Accessing the medical records of patients when there is no legitimate work reason for doing is a violation of the HIPAA Privacy Rule. It is important to make it clear to employees that snooping on medical records, out of curiosity or for other non-work reasons, is prohibited and to make it clear to employees what the potential consequences of such a violation will be.
It is also important, and a requirement of the administrative safeguards of the HIPAA Security Rule, to ensure that logs of medical record access are maintained and that they are regularly checked to identify rogue employees accessing patient records without authorization. There will always be isolated cases of employees snooping on medical records, but regular checks of access logs will ensure that those cases are identified quickly to allow action to be taken.
A breach recently reported by Aultman Health Foundation highlights the risks of not performing regular checks of access logs. The Ohio-based healthcare provider announced last month that it had terminated an employee after discovering unauthorized medical record access. The former employee was provided with access to electronic health records (EHRs) for care coordination purposes, but those access rights were abused.
The employee had received training on HIPAA so was aware that it was not permitted to view medical records for purposes outside the scope of their job role. When the snooping was identified, the employee was suspended pending the outcome of the investigation. A review of access logs showed the individual had been accessing patient records without authorization for more than a decade. The first case of unauthorized medical record access occurred in 2009 and it continued until the privacy violations were discovered in 2021. During that time, the employee had impermissibly accessed the medical records of 7,300 patients.

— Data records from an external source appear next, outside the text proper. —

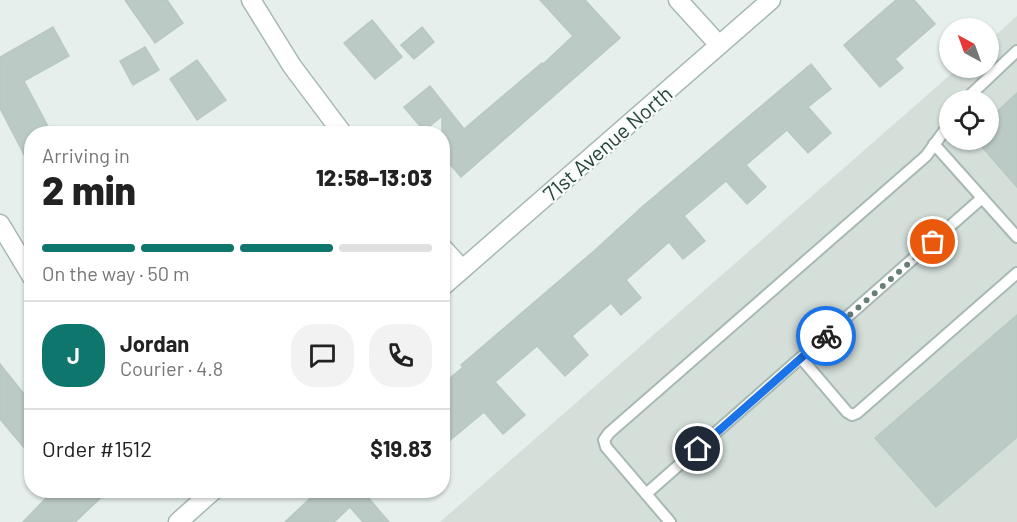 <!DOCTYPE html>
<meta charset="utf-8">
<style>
:root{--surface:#fff;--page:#f2f2f2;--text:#222;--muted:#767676;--line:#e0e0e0;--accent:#0f766e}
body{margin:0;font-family:Barlow,sans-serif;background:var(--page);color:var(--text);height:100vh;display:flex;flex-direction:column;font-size:22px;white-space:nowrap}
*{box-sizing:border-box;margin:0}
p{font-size:20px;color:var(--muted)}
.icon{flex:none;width:33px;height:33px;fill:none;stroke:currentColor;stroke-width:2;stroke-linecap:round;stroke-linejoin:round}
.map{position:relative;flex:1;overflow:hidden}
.side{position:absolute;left:24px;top:126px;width:426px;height:372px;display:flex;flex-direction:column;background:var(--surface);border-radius:24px;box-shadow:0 2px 4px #0004}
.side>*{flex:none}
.needle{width:39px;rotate:319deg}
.tools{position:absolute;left:939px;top:18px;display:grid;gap:12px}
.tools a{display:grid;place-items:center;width:60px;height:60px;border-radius:50%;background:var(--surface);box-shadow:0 2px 4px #0004;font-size:30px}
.pin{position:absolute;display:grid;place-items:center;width:51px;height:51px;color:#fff;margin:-26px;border:3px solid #fff;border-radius:50%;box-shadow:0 2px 6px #0007}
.courier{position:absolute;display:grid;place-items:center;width:60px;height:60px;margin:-30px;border:4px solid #1a73e8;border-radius:50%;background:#fff;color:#222;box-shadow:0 2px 8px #0007}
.summary em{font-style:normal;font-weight:800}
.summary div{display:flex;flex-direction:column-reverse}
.summary{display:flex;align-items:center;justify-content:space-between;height:102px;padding:0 18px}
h1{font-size:39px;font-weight:800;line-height:45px}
.bar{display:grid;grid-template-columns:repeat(4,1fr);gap:9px 6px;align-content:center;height:72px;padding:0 18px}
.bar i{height:8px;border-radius:4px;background:var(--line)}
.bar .active{background:var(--accent)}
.bar p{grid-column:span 4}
.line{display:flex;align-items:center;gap:15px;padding:0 18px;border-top:2px solid var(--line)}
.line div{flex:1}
.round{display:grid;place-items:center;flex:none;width:63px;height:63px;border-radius:24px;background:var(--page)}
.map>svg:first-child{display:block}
</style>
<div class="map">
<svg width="1017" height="522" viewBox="0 0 1017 522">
<rect width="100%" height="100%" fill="#e6efeb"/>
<path fill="#d4dfda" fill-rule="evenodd" d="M1017 16V522H440L958 68H988L989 41ZM950 100H988V140H950Z"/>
<g fill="#bbcac4" stroke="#b8c9c2" stroke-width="1.5">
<path d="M125 0H167L183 23 155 43Z"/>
<path d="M540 0H585L620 38 461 177 442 155V116L424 131 404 107 430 86 464 129 542 63 543 64 573 36Z"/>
<path d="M896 0H914L935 24 895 59 903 68 880 87 844 45Z"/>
<path d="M372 20 402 57 375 79 344 43Z"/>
<path d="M53 27 69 56 24 81 52 134H32V170L0 108V57Z"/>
<path d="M422 27 434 42 414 59 401 45Z"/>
<path d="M145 47 159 70 133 85 120 61Z"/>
<path d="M197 60 226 100 197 120 170 79Z"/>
<path d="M811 64 831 89 808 107 831 133 808 153 787 130 746 165 766 187 747 204 726 181 684 216 705 241 683 259 669 242 626 280 641 298 621 315 611 303 572 336 588 355 565 376 537 346 495 382 525 415 503 434 484 412 442 447V385L463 367 461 365 594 251 642 207Z"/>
<path d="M1017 93V187L976 140H988V120Z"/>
<path d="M1017 315V437L936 507 875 438Z"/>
<path d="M0 364 32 404V457L0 419Z"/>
<path d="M54 490H109L75 522H23Z"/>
<path d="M319 490H369L365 494 389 522H363L350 507 334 522H285Z"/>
</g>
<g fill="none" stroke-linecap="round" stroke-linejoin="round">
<defs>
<g id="lane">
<path d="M965 100 1017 51"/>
<path d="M934 144 1017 237"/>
<path d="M801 358 847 412 852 415 857 413 1017 273"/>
<path d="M646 494 982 198"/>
<path d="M670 522 606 447 604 440 609 433 926 156 950 123"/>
</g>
<g id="street">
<path d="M251 0 292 66 343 134"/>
<path d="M678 0 719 45"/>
<path d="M0 224 32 277"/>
<path d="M442 247 462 269"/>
<path d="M442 287 771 0"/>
<path d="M178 522 214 490"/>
</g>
</defs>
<use href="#lane" stroke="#a8b8b2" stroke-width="14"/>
<use href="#street" stroke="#a8b8b2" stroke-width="21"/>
<use href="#lane" stroke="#fff" stroke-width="10"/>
<use href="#street" stroke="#fff" stroke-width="18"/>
</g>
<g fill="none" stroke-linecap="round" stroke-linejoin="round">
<path stroke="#687f78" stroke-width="6" stroke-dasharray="0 10.8" d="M826 336 933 242"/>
<path stroke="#1a73e8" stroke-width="8" d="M698 449 826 336"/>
</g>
<g text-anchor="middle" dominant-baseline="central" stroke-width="4.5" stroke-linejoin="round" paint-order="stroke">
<g font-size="21" fill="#24423a" stroke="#f7fbf9">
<text transform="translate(607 143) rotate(-41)">71st Avenue North</text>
</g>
</g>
</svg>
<div class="tools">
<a><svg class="needle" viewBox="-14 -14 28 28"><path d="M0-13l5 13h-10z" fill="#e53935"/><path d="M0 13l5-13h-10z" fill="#767676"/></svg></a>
<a><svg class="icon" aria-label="locate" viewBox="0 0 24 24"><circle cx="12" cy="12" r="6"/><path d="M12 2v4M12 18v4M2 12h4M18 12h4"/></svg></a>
</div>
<div class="pin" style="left:933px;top:242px;background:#ea580c"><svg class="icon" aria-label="bag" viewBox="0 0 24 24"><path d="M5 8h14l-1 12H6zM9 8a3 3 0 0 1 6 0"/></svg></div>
<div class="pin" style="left:698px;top:449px;background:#1f2937"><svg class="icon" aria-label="home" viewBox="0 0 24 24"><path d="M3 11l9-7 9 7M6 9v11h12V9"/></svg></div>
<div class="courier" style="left:826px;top:336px"><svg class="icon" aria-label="bike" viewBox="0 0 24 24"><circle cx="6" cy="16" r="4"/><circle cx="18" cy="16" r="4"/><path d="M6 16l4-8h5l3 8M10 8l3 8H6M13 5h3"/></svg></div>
<section class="side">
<div class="summary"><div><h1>2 min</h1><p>Arriving in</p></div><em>12:58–13:03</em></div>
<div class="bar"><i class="active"></i><i class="active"></i><i class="active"></i><i></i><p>On the way · 50 m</p></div>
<div class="line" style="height:108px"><b class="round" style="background:var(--accent);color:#fff">J</b><div><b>Jordan</b><p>Courier · 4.8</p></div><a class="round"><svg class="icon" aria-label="chat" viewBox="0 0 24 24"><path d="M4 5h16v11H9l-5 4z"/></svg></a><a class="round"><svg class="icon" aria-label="phone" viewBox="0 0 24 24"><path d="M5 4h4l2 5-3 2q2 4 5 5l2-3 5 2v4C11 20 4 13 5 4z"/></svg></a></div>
<div class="line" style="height:78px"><div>Order #1512</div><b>$19.83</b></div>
</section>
</div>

In this case, patient health information was not being accessed for malicious purposes. The employee appeared to be viewing patient records out of curiosity. Aultman Health Foundation found no evidence of misuse of patient information and there were no indications that any of the accessed data had been disclosed to any other individuals. The employee is not facing any criminal charges over the violation but was promptly terminated.
Aultman Health Foundation said it will be providing further training to the workforce about patient privacy and will implement additional measures to better protect patient information. Patients affected by the breach have been notified and offered credit monitoring and identity theft protection services as a precaution.
Had the snooping been detected sooner, the privacy of thousands of patients would not have been violated and the cost of the breach would have been far lower. As it stands, the failure to discover the breach in 12 years carriers a very real risk of a financial penalty for noncompliance.